● How to complete this task:
Reproduce every line that appears below, precisely and completely.
*** Provided data
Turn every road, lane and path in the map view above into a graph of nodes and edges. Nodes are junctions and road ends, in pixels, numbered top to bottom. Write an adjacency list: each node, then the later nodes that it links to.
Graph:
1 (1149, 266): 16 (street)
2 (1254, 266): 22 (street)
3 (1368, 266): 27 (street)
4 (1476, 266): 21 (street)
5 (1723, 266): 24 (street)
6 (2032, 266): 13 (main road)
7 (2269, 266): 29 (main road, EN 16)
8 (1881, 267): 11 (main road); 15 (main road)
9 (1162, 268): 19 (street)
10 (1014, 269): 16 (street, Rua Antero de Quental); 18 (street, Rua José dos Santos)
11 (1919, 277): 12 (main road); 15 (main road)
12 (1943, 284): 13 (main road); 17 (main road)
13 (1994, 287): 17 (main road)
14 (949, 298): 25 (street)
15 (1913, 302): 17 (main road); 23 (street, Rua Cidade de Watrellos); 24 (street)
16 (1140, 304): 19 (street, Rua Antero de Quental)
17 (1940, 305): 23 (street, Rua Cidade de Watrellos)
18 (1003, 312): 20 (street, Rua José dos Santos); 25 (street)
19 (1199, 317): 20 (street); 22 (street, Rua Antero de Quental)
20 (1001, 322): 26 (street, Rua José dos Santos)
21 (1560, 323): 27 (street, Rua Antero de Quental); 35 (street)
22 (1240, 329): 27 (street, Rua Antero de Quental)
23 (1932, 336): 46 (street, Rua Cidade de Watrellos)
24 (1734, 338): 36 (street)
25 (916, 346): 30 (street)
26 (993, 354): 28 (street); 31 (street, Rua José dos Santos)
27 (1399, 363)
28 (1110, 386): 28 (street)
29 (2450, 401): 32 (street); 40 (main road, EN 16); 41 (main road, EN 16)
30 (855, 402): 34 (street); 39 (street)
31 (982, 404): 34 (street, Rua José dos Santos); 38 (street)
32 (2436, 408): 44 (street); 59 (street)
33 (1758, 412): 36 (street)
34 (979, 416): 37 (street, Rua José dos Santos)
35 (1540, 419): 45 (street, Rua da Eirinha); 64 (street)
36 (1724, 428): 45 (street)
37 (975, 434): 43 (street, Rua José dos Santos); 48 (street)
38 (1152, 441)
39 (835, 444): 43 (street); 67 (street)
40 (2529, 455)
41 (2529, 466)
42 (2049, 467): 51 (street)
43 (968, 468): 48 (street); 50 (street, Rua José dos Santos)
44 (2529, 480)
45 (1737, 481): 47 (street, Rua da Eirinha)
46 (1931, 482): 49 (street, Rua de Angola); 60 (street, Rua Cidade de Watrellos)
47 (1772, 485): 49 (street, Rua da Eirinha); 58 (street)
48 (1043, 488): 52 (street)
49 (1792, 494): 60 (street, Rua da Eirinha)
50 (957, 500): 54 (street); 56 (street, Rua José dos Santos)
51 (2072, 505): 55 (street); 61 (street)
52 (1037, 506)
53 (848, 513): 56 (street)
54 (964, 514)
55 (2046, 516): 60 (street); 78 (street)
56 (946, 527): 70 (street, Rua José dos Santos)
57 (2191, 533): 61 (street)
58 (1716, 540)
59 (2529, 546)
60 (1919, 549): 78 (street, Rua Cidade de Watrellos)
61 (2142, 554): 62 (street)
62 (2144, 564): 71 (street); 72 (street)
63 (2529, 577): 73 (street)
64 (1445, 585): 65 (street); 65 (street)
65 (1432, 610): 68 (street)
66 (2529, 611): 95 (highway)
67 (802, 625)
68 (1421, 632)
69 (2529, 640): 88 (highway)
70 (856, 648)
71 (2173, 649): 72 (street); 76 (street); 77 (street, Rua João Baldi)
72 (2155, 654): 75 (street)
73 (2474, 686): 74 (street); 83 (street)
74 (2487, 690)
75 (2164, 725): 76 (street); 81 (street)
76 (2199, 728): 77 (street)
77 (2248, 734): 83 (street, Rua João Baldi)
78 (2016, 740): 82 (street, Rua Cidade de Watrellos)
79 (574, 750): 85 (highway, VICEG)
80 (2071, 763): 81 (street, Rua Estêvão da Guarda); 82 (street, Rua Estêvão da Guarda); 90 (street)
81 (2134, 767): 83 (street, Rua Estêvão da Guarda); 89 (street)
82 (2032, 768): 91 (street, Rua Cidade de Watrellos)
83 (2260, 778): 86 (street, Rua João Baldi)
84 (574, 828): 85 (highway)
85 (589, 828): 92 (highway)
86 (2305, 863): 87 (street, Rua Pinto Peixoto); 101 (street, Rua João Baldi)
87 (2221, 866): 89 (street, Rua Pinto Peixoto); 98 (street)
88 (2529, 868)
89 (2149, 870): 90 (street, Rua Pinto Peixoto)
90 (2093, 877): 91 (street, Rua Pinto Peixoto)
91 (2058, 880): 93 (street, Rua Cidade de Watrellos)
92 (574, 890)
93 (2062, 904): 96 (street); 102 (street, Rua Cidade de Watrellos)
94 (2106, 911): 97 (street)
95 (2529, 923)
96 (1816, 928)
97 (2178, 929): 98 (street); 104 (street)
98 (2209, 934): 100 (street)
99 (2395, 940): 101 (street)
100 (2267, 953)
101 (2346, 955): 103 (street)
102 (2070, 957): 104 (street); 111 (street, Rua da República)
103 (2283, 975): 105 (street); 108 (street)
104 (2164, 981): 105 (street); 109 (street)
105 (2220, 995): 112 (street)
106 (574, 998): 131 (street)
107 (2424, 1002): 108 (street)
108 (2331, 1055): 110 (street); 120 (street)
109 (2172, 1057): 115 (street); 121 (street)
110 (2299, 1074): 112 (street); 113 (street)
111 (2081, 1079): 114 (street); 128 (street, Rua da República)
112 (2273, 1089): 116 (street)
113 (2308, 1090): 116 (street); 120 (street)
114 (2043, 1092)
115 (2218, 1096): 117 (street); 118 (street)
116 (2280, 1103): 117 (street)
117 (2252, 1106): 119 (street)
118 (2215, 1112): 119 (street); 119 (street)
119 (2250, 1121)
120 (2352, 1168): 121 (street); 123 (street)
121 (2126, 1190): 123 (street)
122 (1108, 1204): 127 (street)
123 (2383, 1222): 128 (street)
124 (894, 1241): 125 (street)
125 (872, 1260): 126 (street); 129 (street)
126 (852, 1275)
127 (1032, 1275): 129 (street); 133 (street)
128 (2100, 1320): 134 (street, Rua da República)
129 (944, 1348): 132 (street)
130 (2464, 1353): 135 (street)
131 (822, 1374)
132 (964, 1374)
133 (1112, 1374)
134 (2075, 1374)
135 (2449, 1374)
******
● Solution:
Turn every road, lane and path in the map view above into a graph of nodes and edges. Nodes are junctions and road ends, in pixels, numbered top to bottom. Write an adjacency list: each node, then the later nodes that it links to.
Graph:
1 (1149, 266): 16 (street)
2 (1254, 266): 22 (street)
3 (1368, 266): 27 (street)
4 (1476, 266): 21 (street)
5 (1723, 266): 24 (street)
6 (2032, 266): 13 (main road)
7 (2269, 266): 29 (main road, EN 16)
8 (1881, 267): 11 (main road); 15 (main road)
9 (1162, 268): 19 (street)
10 (1014, 269): 16 (street, Rua Antero de Quental); 18 (street, Rua José dos Santos)
11 (1919, 277): 12 (main road); 15 (main road)
12 (1943, 284): 13 (main road); 17 (main road)
13 (1994, 287): 17 (main road)
14 (949, 298): 25 (street)
15 (1913, 302): 17 (main road); 23 (street, Rua Cidade de Watrellos); 24 (street)
16 (1140, 304): 19 (street, Rua Antero de Quental)
17 (1940, 305): 23 (street, Rua Cidade de Watrellos)
18 (1003, 312): 20 (street, Rua José dos Santos); 25 (street)
19 (1199, 317): 20 (street); 22 (street, Rua Antero de Quental)
20 (1001, 322): 26 (street, Rua José dos Santos)
21 (1560, 323): 27 (street, Rua Antero de Quental); 35 (street)
22 (1240, 329): 27 (street, Rua Antero de Quental)
23 (1932, 336): 46 (street, Rua Cidade de Watrellos)
24 (1734, 338): 36 (street)
25 (916, 346): 30 (street)
26 (993, 354): 28 (street); 31 (street, Rua José dos Santos)
27 (1399, 363)
28 (1110, 386): 28 (street)
29 (2450, 401): 32 (street); 40 (main road, EN 16); 41 (main road, EN 16)
30 (855, 402): 34 (street); 39 (street)
31 (982, 404): 34 (street, Rua José dos Santos); 38 (street)
32 (2436, 408): 44 (street); 59 (street)
33 (1758, 412): 36 (street)
34 (979, 416): 37 (street, Rua José dos Santos)
35 (1540, 419): 45 (street, Rua da Eirinha); 64 (street)
36 (1724, 428): 45 (street)
37 (975, 434): 43 (street, Rua José dos Santos); 48 (street)
38 (1152, 441)
39 (835, 444): 43 (street); 67 (street)
40 (2529, 455)
41 (2529, 466)
42 (2049, 467): 51 (street)
43 (968, 468): 48 (street); 50 (street, Rua José dos Santos)
44 (2529, 480)
45 (1737, 481): 47 (street, Rua da Eirinha)
46 (1931, 482): 49 (street, Rua de Angola); 60 (street, Rua Cidade de Watrellos)
47 (1772, 485): 49 (street, Rua da Eirinha); 58 (street)
48 (1043, 488): 52 (street)
49 (1792, 494): 60 (street, Rua da Eirinha)
50 (957, 500): 54 (street); 56 (street, Rua José dos Santos)
51 (2072, 505): 55 (street); 61 (street)
52 (1037, 506)
53 (848, 513): 56 (street)
54 (964, 514)
55 (2046, 516): 60 (street); 78 (street)
56 (946, 527): 70 (street, Rua José dos Santos)
57 (2191, 533): 61 (street)
58 (1716, 540)
59 (2529, 546)
60 (1919, 549): 78 (street, Rua Cidade de Watrellos)
61 (2142, 554): 62 (street)
62 (2144, 564): 71 (street); 72 (street)
63 (2529, 577): 73 (street)
64 (1445, 585): 65 (street); 65 (street)
65 (1432, 610): 68 (street)
66 (2529, 611): 95 (highway)
67 (802, 625)
68 (1421, 632)
69 (2529, 640): 88 (highway)
70 (856, 648)
71 (2173, 649): 72 (street); 76 (street); 77 (street, Rua João Baldi)
72 (2155, 654): 75 (street)
73 (2474, 686): 74 (street); 83 (street)
74 (2487, 690)
75 (2164, 725): 76 (street); 81 (street)
76 (2199, 728): 77 (street)
77 (2248, 734): 83 (street, Rua João Baldi)
78 (2016, 740): 82 (street, Rua Cidade de Watrellos)
79 (574, 750): 85 (highway, VICEG)
80 (2071, 763): 81 (street, Rua Estêvão da Guarda); 82 (street, Rua Estêvão da Guarda); 90 (street)
81 (2134, 767): 83 (street, Rua Estêvão da Guarda); 89 (street)
82 (2032, 768): 91 (street, Rua Cidade de Watrellos)
83 (2260, 778): 86 (street, Rua João Baldi)
84 (574, 828): 85 (highway)
85 (589, 828): 92 (highway)
86 (2305, 863): 87 (street, Rua Pinto Peixoto); 101 (street, Rua João Baldi)
87 (2221, 866): 89 (street, Rua Pinto Peixoto); 98 (street)
88 (2529, 868)
89 (2149, 870): 90 (street, Rua Pinto Peixoto)
90 (2093, 877): 91 (street, Rua Pinto Peixoto)
91 (2058, 880): 93 (street, Rua Cidade de Watrellos)
92 (574, 890)
93 (2062, 904): 96 (street); 102 (street, Rua Cidade de Watrellos)
94 (2106, 911): 97 (street)
95 (2529, 923)
96 (1816, 928)
97 (2178, 929): 98 (street); 104 (street)
98 (2209, 934): 100 (street)
99 (2395, 940): 101 (street)
100 (2267, 953)
101 (2346, 955): 103 (street)
102 (2070, 957): 104 (street); 111 (street, Rua da República)
103 (2283, 975): 105 (street); 108 (street)
104 (2164, 981): 105 (street); 109 (street)
105 (2220, 995): 112 (street)
106 (574, 998): 131 (street)
107 (2424, 1002): 108 (street)
108 (2331, 1055): 110 (street); 120 (street)
109 (2172, 1057): 115 (street); 121 (street)
110 (2299, 1074): 112 (street); 113 (street)
111 (2081, 1079): 114 (street); 128 (street, Rua da República)
112 (2273, 1089): 116 (street)
113 (2308, 1090): 116 (street); 120 (street)
114 (2043, 1092)
115 (2218, 1096): 117 (street); 118 (street)
116 (2280, 1103): 117 (street)
117 (2252, 1106): 119 (street)
118 (2215, 1112): 119 (street); 119 (street)
119 (2250, 1121)
120 (2352, 1168): 121 (street); 123 (street)
121 (2126, 1190): 123 (street)
122 (1108, 1204): 127 (street)
123 (2383, 1222): 128 (street)
124 (894, 1241): 125 (street)
125 (872, 1260): 126 (street); 129 (street)
126 (852, 1275)
127 (1032, 1275): 129 (street); 133 (street)
128 (2100, 1320): 134 (street, Rua da República)
129 (944, 1348): 132 (street)
130 (2464, 1353): 135 (street)
131 (822, 1374)
132 (964, 1374)
133 (1112, 1374)
134 (2075, 1374)
135 (2449, 1374)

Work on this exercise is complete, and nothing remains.